27.嵐の訪れ ***
「…酷でー何てもんじゃねーな。特に山本武と笹川了平は重傷だ。暫く使い物になんねーぞ」
「っ……アホ牛は」
「…アイツは大丈夫だ。恐らく他の部下同様、山本達が庇ったんだろー」
(ただし、二人が庇わなければそこに居た全員が死んでただろーがな…)
シャマルは心の中で呟く。
「そうか…。そ、それでアイツはどうなんだ」
「ん?…嗚呼、名前ちゃんの事か?あの子の事なら心配いらねーよ。何処も外傷はねーし、直に目を覚ますだろ」
それを聞き、獄寺は安堵の溜息を零した。そんな獄寺の様子を苦笑を浮かべて見守るシャマル。
幼い頃から彼を知っているだけに、獄寺が名前を大切に思っているのは見ていて良く分かる。今も彼女の元に行きたくて仕方ないのだろう。

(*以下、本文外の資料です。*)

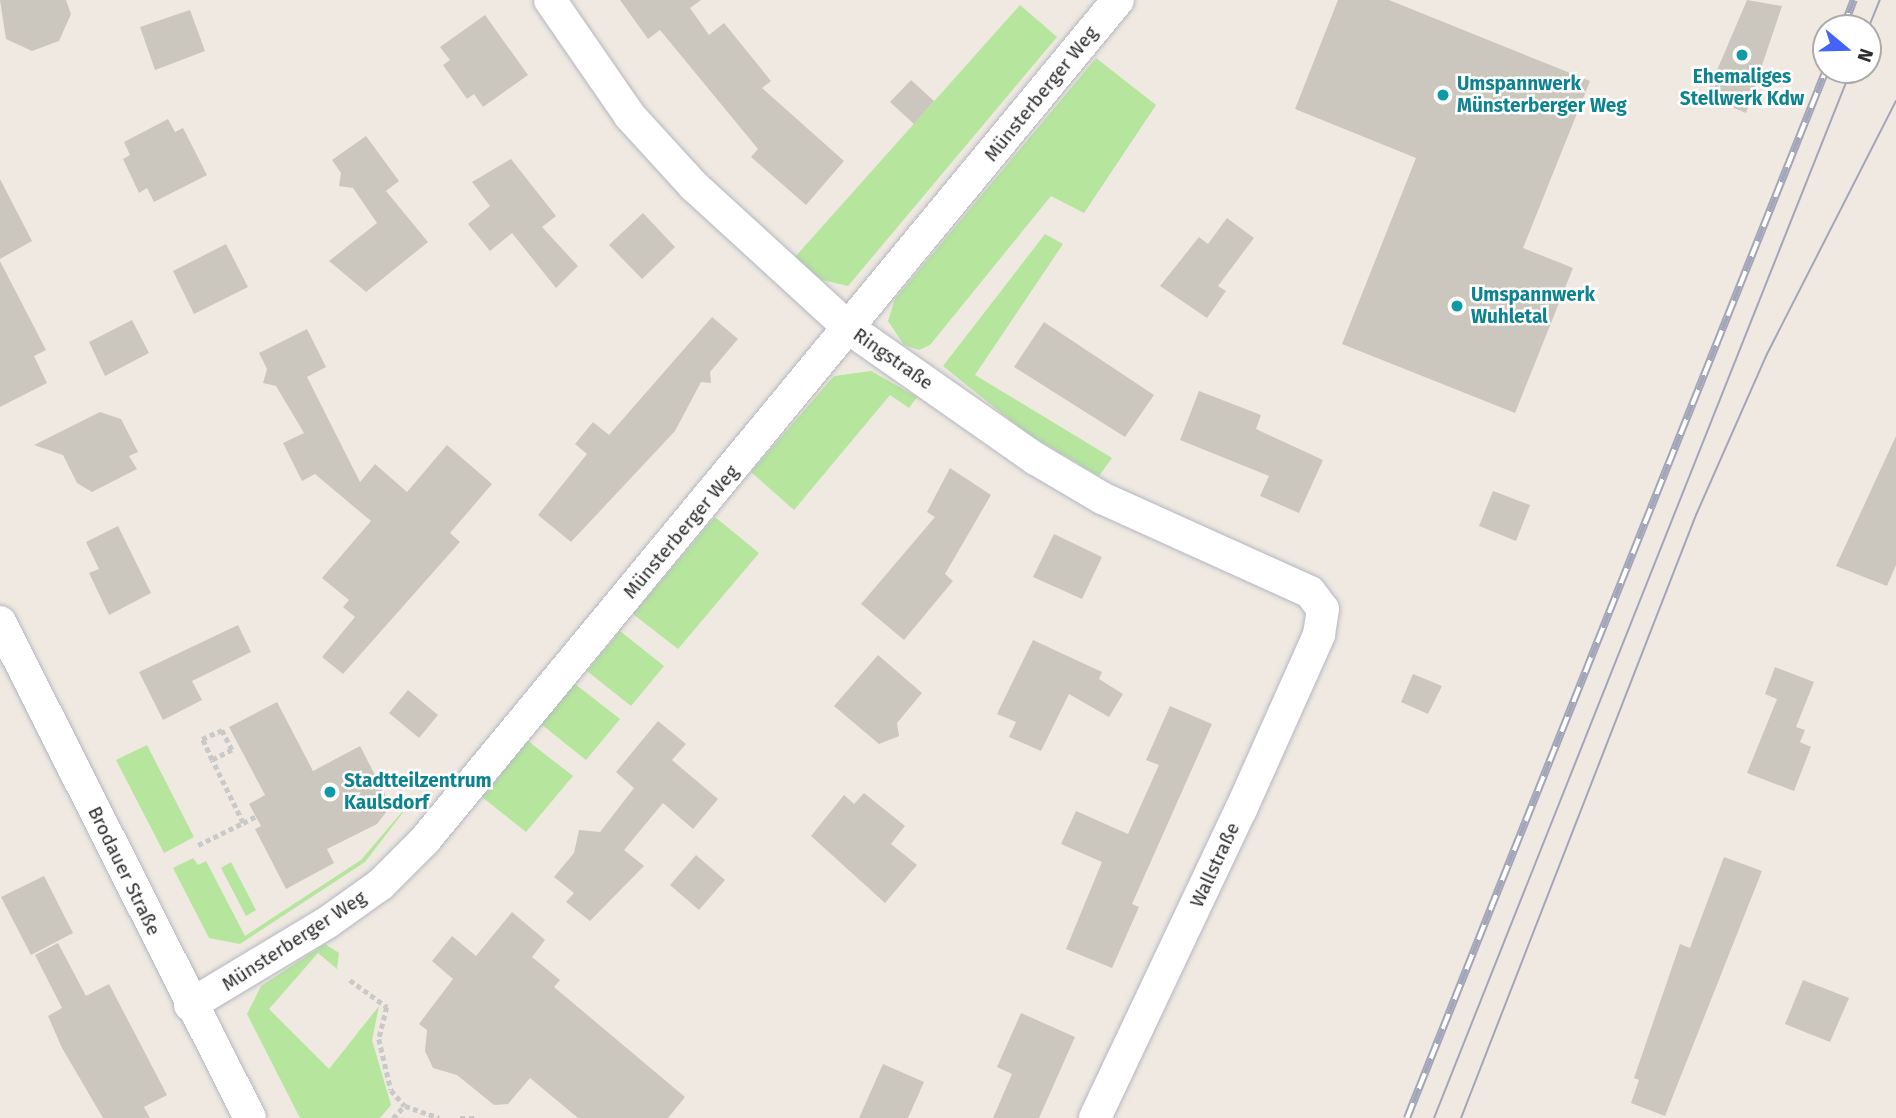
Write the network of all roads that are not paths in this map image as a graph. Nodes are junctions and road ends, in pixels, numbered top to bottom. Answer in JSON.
{"nodes":[{"id":1,"x":550,"y":0,"type":"edge"},
{"id":2,"x":1118,"y":0,"type":"edge"},
{"id":3,"x":850,"y":329,"type":"junction"},
{"id":4,"x":1323,"y":608,"type":"joint"},
{"id":5,"x":0,"y":622,"type":"edge"},
{"id":6,"x":190,"y":1004,"type":"junction"},
{"id":7,"x":250,"y":1118,"type":"edge"},
{"id":8,"x":1095,"y":1118,"type":"edge"}],
"edges":[{"from":1,"to":3,"type":"street","name":"Ringstraße"},
{"from":2,"to":3,"type":"street","name":"Münsterberger Weg"},
{"from":3,"to":4,"type":"street","name":"Ringstraße"},
{"from":3,"to":6,"type":"street","name":"Münsterberger Weg"},
{"from":4,"to":8,"type":"street","name":"Wallstraße"},
{"from":5,"to":6,"type":"street","name":"Brodauer Straße"},
{"from":6,"to":7,"type":"street","name":"Brodauer Straße"}]}
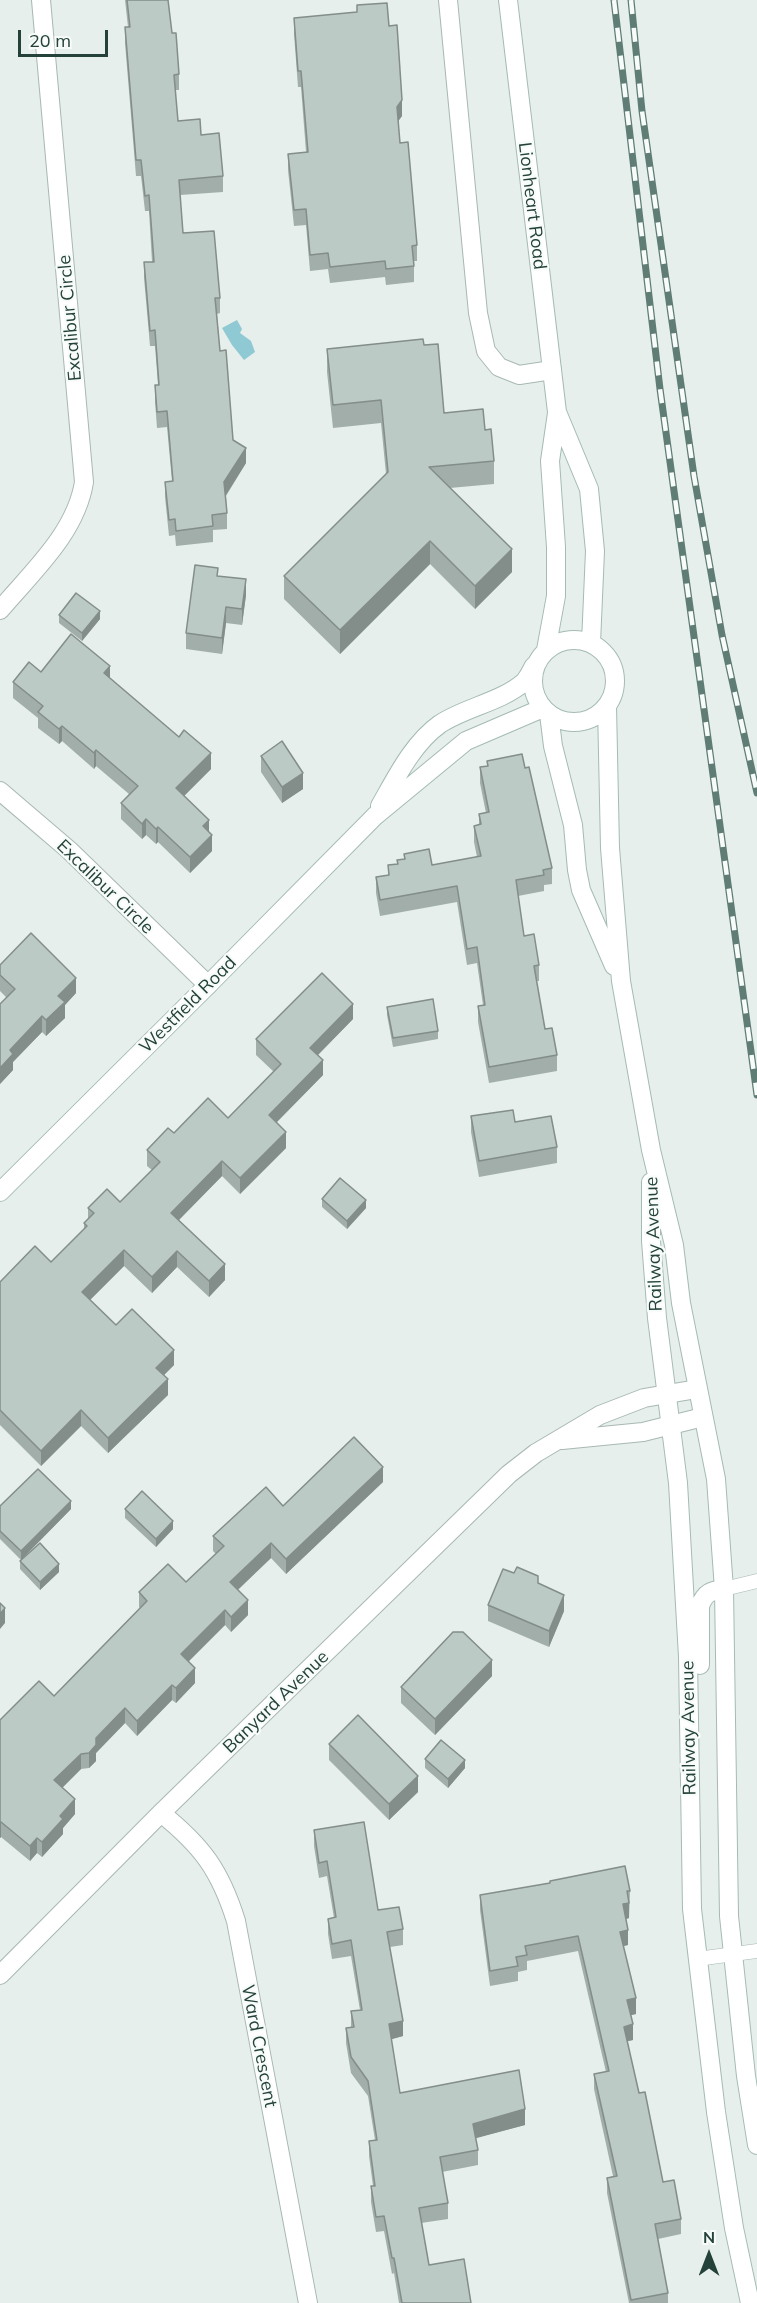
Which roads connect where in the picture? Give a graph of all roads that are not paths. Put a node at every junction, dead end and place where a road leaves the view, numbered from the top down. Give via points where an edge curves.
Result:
1 (41, 0) edge
2 (448, 0) edge
3 (508, 0) edge
4 (552, 370) junction
5 (557, 412) junction
6 (0, 610) edge
7 (591, 642) junction
8 (541, 656) junction
9 (607, 706) junction
10 (546, 711) junction
11 (0, 791) edge
12 (375, 816) junction
13 (621, 981) junction
14 (208, 985) junction
15 (651, 1150) junction
16 (0, 1192) edge
17 (697, 1389) junction
18 (667, 1393) junction
19 (703, 1417) junction
20 (671, 1426) junction
21 (560, 1440) junction
22 (757, 1581) edge
23 (724, 1589) junction
24 (689, 1752) junction
25 (161, 1813) junction
26 (757, 1951) edge
27 (734, 1953) junction
28 (697, 1959) junction
29 (0, 1975) edge
30 (757, 2145) edge
31 (308, 2303) edge
32 (750, 2303) edge

1 - 6 main road, Excalibur Circle via 84,482 78,507 62,535
2 - 4 main road via 478,313 486,351 499,367 519,375
3 - 4 main road, Lionheart Road
4 - 5 main road, Lionheart Road
5 - 7 main road, Lionheart Road via 589,489 595,551
5 - 8 main road, Lionheart Road via 550,461 556,596
7 - 8 main road via 568,639
7 - 9 main road via 610,659 615,671 614,689
8 - 10 main road via 532,682
8 - 12 main road, Westfield Road via 525,681 430,732 394,781
9 - 10 main road via 580,722 558,719
9 - 13 main road, Railway Avenue via 610,848
10 - 12 main road, Westfield Road via 466,741
10 - 13 main road, Railway Avenue via 573,825 581,890
11 - 14 main road, Excalibur Circle via 69,850
12 - 14 main road, Westfield Road
13 - 15 main road, Railway Avenue
14 - 16 main road, Westfield Road
15 - 17 main road, Railway Avenue via 674,1245
15 - 18 main road, Railway Avenue via 651,1241
17 - 18 main road, Banyard Avenue
17 - 19 main road, Railway Avenue
18 - 20 main road, Railway Avenue
18 - 21 main road, Banyard Avenue via 600,1415
19 - 20 main road, Banyard Avenue
19 - 23 main road, Railway Avenue via 716,1479
20 - 21 main road, Banyard Avenue via 616,1436
20 - 24 main road, Railway Avenue via 688,1657
21 - 25 main road, Banyard Avenue via 509,1474
22 - 23 lane
23 - 24 main road via 710,1591 700,1606 699,1683
23 - 27 main road, Railway Avenue via 727,1875
24 - 28 main road, Railway Avenue via 690,1877
25 - 29 main road, Banyard Avenue
25 - 31 main road, Ward Crescent via 187,1834 211,1863 236,1921
26 - 27 lane
27 - 28 lane
27 - 30 main road, Railway Avenue
28 - 32 main road, Railway Avenue via 716,2112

「そんなに心配なら名前ちゃんの傍に着いててやりゃー良いだろーが」
「な、何言って///」
「ヤローの心配なんざ、するだけ無駄だ。するならカワイイ子の心配だけにしろ。……それに目が覚めたて誰も傍に居なかったら名前ちゃんも不安になるだろーが」
「…っ…」
獄寺は一瞬、何かを口にしようとした。けれど直ぐに押し黙りシャマルに背を向ける。黙って部屋を出て行く元教え子の姿をシャマルは静かに見送った。全く―…、
「素直じゃねーな」
部屋を出る際、微かに聞こえた「…すまねー…」と言う言葉は、聞かなかった事にして置こう。
◇ ◇ ◇
雲雀は走った。走って、走って、走り続けて。それでも浮かんで来るのは……“歌姫の涙”。

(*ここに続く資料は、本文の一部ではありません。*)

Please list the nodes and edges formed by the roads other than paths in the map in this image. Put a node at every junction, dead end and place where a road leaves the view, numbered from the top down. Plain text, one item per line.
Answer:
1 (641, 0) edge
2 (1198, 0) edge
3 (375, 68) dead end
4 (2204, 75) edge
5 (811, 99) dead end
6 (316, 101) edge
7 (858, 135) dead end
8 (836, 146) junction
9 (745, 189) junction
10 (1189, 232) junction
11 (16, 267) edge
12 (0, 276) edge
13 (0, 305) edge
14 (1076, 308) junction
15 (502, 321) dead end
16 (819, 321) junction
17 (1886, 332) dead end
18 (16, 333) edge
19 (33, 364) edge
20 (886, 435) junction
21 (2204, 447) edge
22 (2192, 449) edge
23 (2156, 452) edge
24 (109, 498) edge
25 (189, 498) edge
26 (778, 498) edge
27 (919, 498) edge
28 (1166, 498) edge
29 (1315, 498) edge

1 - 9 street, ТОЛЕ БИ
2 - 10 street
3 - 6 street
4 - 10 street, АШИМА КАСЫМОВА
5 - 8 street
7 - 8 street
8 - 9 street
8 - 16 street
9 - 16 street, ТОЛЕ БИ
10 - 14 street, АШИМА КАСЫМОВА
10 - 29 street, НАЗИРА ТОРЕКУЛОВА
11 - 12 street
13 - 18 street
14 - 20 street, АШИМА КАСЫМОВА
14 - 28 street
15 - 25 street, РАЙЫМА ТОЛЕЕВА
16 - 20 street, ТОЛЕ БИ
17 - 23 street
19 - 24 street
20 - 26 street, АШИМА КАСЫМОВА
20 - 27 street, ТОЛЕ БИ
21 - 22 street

雲雀はぴたりと足を止める。一体どうしたと言うのだ。彼女の涙を見た瞬間、身体中に電流が走ったように動かなくなった。それと同時に頭の中で誰かの声が響く。
「雲雀さん」
その声が誰のモノなのか雲雀は思い出せない。
「……くっ、」
それ所か思い出そうとすると激しい痛みが襲うのだ。雲雀は近くの壁に拳を叩きつけた。